What is the difference between eco-efficiency and ecosystem solutions? How can the meta-concepts, frameworks, and tools be applied to identify sustainable business practices?
3.4 Practical Frameworks and Tools
Green Supply Chain
Green supply-chain management requires that sustainability criteria be considered by every participant in a supply chain at every step from design to material extraction, manufacture, processing, transportation, storage, use, and eventual disposal or recycling. A green supply-chain approach takes a broader systems view than conventional supply-chain management, which assumes basically that different entities take raw materials at the beginning of the supply chain and transform them into a product at the end of the supply chain, with environmental costs to be borne by other companies, countries, or consumers, since each link in the supply chain receives an input without asking about its origins and forgets about the output once it's out the door. In contrast, the green supply chain considers the entire pathway and internalizes some of these environmental costs to ultimately turn them into sources of value.

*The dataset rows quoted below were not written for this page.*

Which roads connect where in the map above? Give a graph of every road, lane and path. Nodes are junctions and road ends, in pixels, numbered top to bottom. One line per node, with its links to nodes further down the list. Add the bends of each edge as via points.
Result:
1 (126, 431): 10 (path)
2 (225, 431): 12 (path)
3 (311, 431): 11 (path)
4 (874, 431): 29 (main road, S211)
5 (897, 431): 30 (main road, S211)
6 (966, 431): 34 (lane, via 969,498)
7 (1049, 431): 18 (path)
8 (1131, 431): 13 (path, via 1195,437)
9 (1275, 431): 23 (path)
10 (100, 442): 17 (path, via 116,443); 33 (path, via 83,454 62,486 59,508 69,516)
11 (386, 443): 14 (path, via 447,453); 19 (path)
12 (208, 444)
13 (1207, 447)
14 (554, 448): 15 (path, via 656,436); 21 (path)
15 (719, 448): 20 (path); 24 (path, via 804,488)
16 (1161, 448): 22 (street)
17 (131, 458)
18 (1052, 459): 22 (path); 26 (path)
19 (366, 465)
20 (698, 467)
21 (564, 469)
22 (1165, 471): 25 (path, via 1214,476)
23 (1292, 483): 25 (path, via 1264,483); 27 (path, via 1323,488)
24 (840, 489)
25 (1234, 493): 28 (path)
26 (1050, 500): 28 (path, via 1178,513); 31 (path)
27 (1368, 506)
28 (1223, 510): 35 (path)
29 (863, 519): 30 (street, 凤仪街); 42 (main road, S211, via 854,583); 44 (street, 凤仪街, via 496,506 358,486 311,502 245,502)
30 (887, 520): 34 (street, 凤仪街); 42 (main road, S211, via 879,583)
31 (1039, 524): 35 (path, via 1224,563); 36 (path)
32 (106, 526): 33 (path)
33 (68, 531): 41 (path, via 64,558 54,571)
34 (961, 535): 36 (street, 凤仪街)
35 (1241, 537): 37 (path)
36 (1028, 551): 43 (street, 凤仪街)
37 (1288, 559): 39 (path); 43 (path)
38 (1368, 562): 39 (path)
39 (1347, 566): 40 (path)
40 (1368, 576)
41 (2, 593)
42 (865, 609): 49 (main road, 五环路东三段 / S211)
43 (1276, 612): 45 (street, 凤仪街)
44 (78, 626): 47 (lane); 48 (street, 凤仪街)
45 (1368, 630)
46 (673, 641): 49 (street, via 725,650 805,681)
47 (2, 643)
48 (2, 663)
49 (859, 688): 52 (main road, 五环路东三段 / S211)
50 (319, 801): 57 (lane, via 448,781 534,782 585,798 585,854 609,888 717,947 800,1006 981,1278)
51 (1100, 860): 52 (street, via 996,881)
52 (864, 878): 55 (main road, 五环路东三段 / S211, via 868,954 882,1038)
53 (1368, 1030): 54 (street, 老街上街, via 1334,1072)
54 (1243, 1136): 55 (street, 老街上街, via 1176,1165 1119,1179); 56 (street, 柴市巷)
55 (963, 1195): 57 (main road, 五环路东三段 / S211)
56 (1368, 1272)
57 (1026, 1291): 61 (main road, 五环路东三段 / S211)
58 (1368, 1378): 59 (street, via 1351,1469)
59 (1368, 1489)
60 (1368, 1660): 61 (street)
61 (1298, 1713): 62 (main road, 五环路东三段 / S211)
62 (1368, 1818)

Green supply chains thus modify conventional supply chains in two significant ways: they increase sustainability and efficiency in the existing forward supply chain and add an entirely new reverse supply chain. A green supply chain encourages collaboration among members of the chain to understand and share sustainability performance standards, best practices, innovations, and technology while the product moves through the chain. It also seeks to reduce waste along the forward supply chain and to reduce and ideally eliminate hazardous or toxic materials, replacing them with safer ones whenever possible. Finally, through the reverse supply chain, green supply chains seek to recover materials after consumption rather than return them to the environment as waste.

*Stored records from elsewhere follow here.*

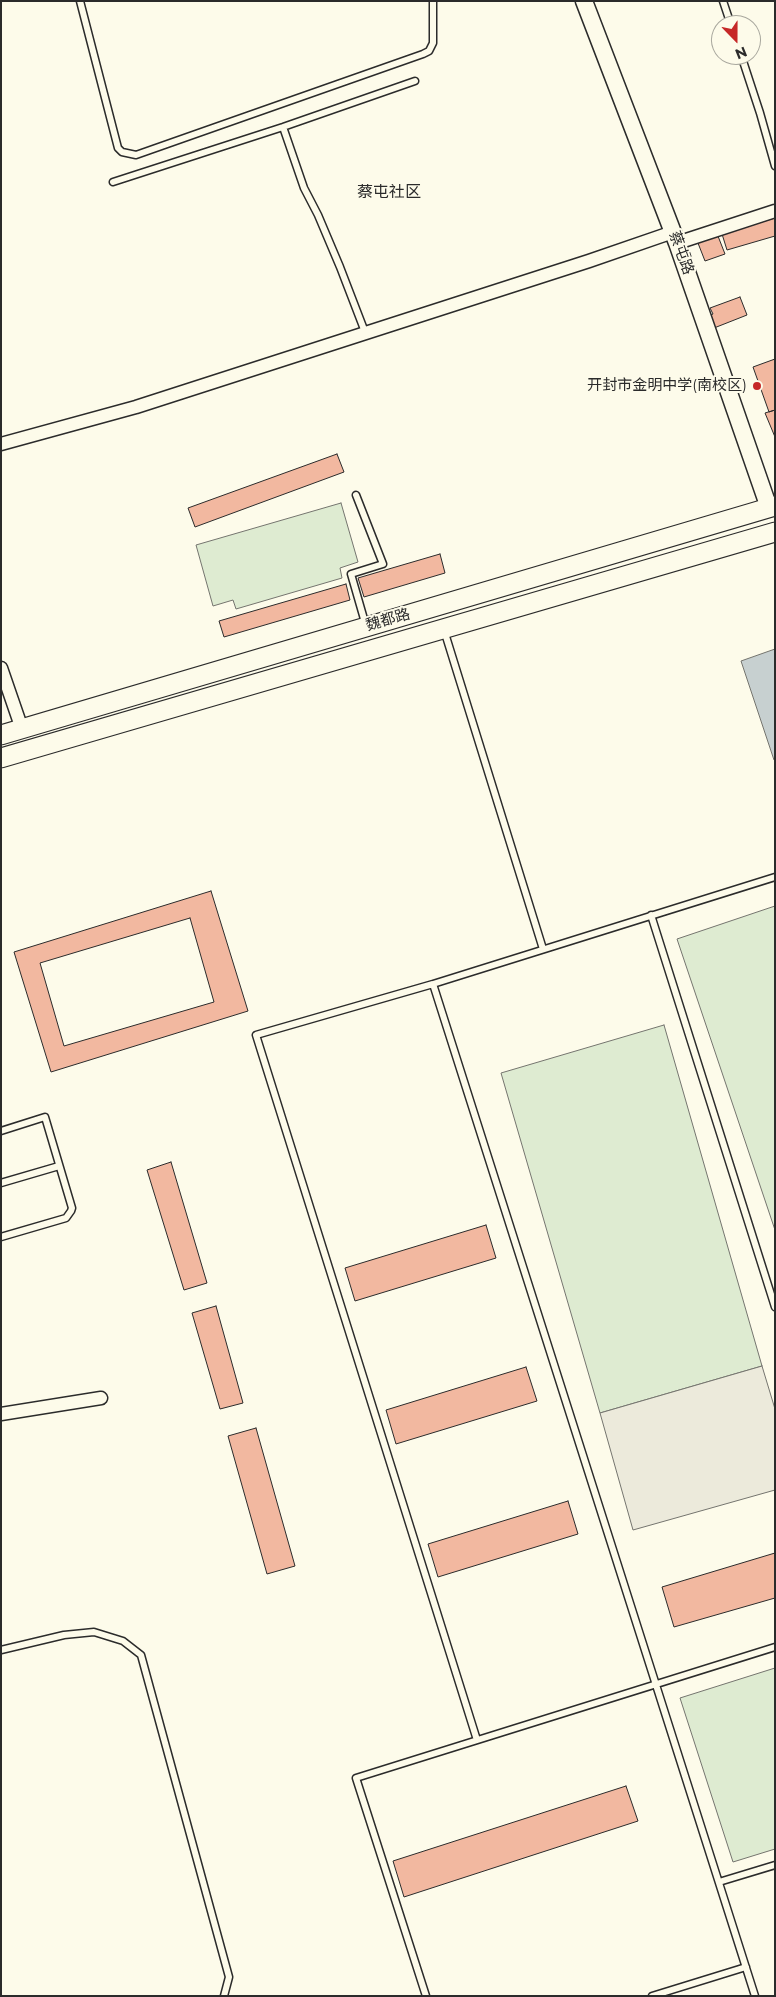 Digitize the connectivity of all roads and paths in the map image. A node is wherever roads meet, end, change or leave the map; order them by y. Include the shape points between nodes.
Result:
1 (80, 1) edge
2 (433, 1) edge
3 (584, 1) edge
4 (723, 1) edge
5 (728, 15) edge
6 (744, 65) edge
7 (416, 81) dead end
8 (283, 127) junction
9 (775, 166) edge
10 (113, 182) dead end
11 (775, 211) edge
12 (675, 237) junction
13 (365, 332) junction
14 (1, 444) edge
15 (356, 495) dead end
16 (772, 507) edge
17 (775, 532) edge
18 (366, 627) junction
19 (444, 630) junction
20 (1, 668) edge
21 (22, 729) junction
22 (1, 735) edge
23 (1, 758) edge
24 (775, 877) edge
25 (651, 916) junction
26 (543, 949) junction
27 (433, 984) junction
28 (1, 1131) edge
29 (59, 1166) junction
30 (1, 1183) edge
31 (1, 1237) edge
32 (775, 1307) edge
33 (102, 1398) dead end
34 (1, 1414) edge
35 (775, 1647) edge
36 (1, 1650) edge
37 (656, 1684) junction
38 (477, 1740) junction
39 (775, 1865) edge
40 (719, 1882) junction
41 (746, 1967) junction
42 (224, 1996) edge
43 (426, 1996) edge
44 (652, 1996) edge
45 (756, 1996) edge

1 - 2 lane via 118,148 136,155 429,51 433,43
3 - 12 street, 蔡屯路
4 - 5 lane
6 - 9 lane
7 - 8 lane
8 - 10 lane
8 - 13 lane via 304,188 337,258
11 - 12 street
12 - 13 street
12 - 16 street, 蔡屯路
13 - 14 street via 136,408
15 - 18 lane via 382,564 351,574
16 - 18 main road, 魏都路
17 - 19 main road, 魏都路
18 - 21 main road, 魏都路
19 - 23 main road, 魏都路
19 - 26 lane
20 - 21 street
21 - 22 main road, 魏都路
24 - 25 lane
25 - 26 lane
25 - 32 lane
26 - 27 lane
27 - 37 lane
27 - 38 lane via 256,1035
28 - 29 lane via 45,1117
29 - 30 lane
29 - 31 lane via 71,1212 66,1218
33 - 34 street
35 - 37 lane
36 - 42 lane via 64,1635 94,1632 123,1641 141,1654 230,1977
37 - 38 lane
37 - 40 lane
38 - 43 lane via 356,1778
39 - 40 lane
40 - 41 lane
41 - 44 lane
41 - 45 lane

Expanded reverse logistics would ultimately replace the linearity of most production methods - raw materials, processing, further conversions and modification, ultimate product, use, disposal - with a cradle-to-cradle, cyclical path or closed loop that begins with the return of used, outmoded, out of fashion, and otherwise "consumed" products. The products are either recycled and placed back into the manufacturing stream or broken down into compostable materials. The cycle is never ending as materials return in safe molecular structures to the land (taken up and used by organisms as biological nutrients) or are perpetually used within the economy as input for new products (technical nutrients). Consequently, green supply chains appear implicitly in many conceptual frameworks while drawing on various sustainability tools, such as LCA and DfE.

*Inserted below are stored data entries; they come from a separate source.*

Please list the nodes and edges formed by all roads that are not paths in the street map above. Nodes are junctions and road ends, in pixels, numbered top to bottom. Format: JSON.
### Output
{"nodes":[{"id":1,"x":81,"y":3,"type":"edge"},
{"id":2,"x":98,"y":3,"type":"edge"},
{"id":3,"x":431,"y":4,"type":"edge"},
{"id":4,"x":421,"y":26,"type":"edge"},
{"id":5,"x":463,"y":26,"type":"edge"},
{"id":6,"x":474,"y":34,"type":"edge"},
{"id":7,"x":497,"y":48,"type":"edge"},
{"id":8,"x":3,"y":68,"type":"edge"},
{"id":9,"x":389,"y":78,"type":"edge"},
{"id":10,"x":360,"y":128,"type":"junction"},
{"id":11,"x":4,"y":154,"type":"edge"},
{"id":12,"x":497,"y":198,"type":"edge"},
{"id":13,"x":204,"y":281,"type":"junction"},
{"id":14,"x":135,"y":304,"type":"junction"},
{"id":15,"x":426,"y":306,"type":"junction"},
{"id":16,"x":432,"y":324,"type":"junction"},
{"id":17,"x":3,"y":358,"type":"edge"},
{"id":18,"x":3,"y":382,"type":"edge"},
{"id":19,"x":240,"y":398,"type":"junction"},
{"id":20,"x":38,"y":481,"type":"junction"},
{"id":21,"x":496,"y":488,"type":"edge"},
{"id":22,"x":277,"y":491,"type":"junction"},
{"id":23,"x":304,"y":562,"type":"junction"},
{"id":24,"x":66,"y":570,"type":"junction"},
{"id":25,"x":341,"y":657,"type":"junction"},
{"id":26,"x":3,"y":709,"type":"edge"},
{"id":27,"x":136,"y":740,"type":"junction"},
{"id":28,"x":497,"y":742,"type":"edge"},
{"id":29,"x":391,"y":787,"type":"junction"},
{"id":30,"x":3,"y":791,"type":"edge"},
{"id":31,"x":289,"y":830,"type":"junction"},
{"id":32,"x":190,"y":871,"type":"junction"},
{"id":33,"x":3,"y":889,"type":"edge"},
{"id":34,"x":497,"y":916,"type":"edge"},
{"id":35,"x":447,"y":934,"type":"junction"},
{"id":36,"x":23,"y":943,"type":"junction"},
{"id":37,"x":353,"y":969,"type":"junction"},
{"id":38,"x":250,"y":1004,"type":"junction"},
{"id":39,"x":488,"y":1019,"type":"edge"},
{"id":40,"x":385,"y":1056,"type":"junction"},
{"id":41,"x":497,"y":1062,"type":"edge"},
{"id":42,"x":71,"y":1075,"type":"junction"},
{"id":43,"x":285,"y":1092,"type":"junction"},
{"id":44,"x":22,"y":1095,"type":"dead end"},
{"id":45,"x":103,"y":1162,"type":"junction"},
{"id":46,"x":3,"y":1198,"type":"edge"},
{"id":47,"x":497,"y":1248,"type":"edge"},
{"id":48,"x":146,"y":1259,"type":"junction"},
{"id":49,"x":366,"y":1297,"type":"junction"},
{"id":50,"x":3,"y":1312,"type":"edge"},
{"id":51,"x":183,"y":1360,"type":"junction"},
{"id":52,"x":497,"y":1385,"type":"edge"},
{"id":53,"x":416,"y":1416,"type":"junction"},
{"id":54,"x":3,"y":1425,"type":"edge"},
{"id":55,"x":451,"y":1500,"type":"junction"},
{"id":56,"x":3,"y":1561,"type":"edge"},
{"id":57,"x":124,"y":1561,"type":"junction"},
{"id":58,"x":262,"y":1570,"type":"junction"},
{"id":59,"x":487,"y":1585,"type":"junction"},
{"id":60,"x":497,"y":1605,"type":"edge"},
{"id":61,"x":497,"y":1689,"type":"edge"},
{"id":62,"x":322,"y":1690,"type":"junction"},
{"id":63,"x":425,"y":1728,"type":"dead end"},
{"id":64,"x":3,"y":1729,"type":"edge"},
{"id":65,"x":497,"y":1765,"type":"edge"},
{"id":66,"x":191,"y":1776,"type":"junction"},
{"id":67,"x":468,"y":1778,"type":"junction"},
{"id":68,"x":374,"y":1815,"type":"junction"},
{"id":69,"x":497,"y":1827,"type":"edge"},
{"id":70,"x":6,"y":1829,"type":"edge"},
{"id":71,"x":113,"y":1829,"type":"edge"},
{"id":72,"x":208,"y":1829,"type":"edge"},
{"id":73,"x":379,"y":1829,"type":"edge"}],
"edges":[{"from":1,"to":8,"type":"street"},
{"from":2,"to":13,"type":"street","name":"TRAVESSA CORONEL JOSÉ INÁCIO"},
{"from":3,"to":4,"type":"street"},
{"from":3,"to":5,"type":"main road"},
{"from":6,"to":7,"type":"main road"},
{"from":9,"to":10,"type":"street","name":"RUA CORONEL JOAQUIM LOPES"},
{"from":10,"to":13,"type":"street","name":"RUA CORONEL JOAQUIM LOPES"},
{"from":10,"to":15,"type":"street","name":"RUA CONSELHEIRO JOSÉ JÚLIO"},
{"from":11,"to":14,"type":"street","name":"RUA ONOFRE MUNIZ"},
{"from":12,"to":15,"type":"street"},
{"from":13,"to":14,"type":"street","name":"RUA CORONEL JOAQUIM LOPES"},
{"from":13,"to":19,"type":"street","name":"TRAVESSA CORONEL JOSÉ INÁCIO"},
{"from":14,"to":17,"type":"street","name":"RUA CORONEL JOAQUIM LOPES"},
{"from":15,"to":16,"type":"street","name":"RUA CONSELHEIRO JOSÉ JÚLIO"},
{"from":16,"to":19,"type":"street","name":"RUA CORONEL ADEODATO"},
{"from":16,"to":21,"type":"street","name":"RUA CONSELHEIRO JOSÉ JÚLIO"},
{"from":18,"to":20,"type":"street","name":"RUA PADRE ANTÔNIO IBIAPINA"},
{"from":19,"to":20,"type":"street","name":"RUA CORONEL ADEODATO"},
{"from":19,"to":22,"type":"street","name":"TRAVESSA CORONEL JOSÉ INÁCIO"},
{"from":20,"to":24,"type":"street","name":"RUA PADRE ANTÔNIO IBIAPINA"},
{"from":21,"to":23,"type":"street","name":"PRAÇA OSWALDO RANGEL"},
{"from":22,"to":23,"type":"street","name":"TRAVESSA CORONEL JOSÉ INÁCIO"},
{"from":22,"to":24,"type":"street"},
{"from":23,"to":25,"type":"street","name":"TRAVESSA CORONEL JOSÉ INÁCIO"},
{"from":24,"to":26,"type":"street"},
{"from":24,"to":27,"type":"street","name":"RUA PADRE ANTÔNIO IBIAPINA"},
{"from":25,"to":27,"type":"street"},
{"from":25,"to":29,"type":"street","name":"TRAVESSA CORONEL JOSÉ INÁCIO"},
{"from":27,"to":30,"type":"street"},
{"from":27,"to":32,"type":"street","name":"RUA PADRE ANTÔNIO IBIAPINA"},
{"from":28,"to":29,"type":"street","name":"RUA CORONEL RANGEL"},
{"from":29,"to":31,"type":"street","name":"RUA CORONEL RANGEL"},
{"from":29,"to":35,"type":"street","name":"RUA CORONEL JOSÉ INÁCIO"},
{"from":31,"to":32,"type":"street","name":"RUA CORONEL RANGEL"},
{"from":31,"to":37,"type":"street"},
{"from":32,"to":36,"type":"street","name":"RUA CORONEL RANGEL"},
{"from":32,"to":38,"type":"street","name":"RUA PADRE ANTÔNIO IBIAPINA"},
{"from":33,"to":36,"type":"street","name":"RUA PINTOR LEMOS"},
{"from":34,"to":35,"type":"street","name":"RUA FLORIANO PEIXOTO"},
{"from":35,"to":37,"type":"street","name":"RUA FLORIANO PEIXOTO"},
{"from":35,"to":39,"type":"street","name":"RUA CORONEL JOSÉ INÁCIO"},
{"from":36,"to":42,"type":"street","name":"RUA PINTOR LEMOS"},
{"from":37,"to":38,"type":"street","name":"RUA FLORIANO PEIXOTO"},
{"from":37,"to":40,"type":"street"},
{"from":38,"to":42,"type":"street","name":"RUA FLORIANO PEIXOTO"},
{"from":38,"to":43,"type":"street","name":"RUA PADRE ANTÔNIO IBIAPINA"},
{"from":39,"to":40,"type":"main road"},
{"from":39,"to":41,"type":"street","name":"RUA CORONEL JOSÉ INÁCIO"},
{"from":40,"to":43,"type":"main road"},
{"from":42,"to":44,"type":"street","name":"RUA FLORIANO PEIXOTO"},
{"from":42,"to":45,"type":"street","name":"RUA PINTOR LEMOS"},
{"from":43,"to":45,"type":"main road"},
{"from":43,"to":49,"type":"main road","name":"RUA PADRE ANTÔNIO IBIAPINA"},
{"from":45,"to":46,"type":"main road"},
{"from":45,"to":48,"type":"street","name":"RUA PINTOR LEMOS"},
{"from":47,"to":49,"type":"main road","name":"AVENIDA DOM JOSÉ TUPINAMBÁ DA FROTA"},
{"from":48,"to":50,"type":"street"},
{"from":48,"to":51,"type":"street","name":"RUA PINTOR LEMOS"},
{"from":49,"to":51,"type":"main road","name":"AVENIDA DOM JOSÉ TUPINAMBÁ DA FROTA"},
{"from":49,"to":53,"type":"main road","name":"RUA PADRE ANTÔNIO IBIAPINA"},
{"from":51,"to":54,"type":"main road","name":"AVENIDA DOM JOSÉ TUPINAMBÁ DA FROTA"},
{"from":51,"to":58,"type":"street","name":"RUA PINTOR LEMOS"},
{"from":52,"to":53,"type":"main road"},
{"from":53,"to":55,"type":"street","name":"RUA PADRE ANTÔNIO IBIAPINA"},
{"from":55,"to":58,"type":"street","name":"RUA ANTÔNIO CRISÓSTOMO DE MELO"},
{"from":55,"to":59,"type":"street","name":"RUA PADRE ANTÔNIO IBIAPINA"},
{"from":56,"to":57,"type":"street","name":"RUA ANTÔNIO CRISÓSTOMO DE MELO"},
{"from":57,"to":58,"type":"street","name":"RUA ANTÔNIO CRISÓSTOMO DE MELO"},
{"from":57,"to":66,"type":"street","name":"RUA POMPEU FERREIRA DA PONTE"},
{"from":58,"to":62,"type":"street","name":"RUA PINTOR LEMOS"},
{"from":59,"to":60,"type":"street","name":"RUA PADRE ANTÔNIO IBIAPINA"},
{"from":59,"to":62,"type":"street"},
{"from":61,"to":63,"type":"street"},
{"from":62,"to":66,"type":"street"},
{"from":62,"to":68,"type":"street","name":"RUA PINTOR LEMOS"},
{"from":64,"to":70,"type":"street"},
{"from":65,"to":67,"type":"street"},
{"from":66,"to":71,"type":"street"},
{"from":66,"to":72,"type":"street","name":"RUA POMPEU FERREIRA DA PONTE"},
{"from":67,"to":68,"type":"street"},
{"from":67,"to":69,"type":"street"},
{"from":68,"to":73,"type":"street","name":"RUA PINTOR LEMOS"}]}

Companies typically funnel spent items from consumers into the reverse supply chain by either leasing their products or providing collection points or other means to recover the items once their service life has ended. Once collected, whether by the original manufacturer or a third party, the products can be inspected and sorted. Some items may return quickly to the supply chain with only minimal repair or replacement of certain components, whereas other products may need to be disassembled, remanufactured, or cannibalized for salvageable parts while the remnant is recycled or sent to a landfill or incinerator.
Concern for green supply-chain topics emerged in the 1990s as globalization and outsourcing made supply networks increasingly complex and diverse while new laws and consumer expectations demanded companies take more responsibility for their product across the product's entire life. The green supply chain responds to these complex interacting systems to reduce waste, mitigate legal and environmental risks, reduce adverse health impacts throughout the value added process, improve the reputations of companies and their products, and enable compliance with increasingly stringent regulations and societal expectations. Thus green supply chains can boost efficiency, value, and access to markets, which then boost a company's environmental, social, and economic performance.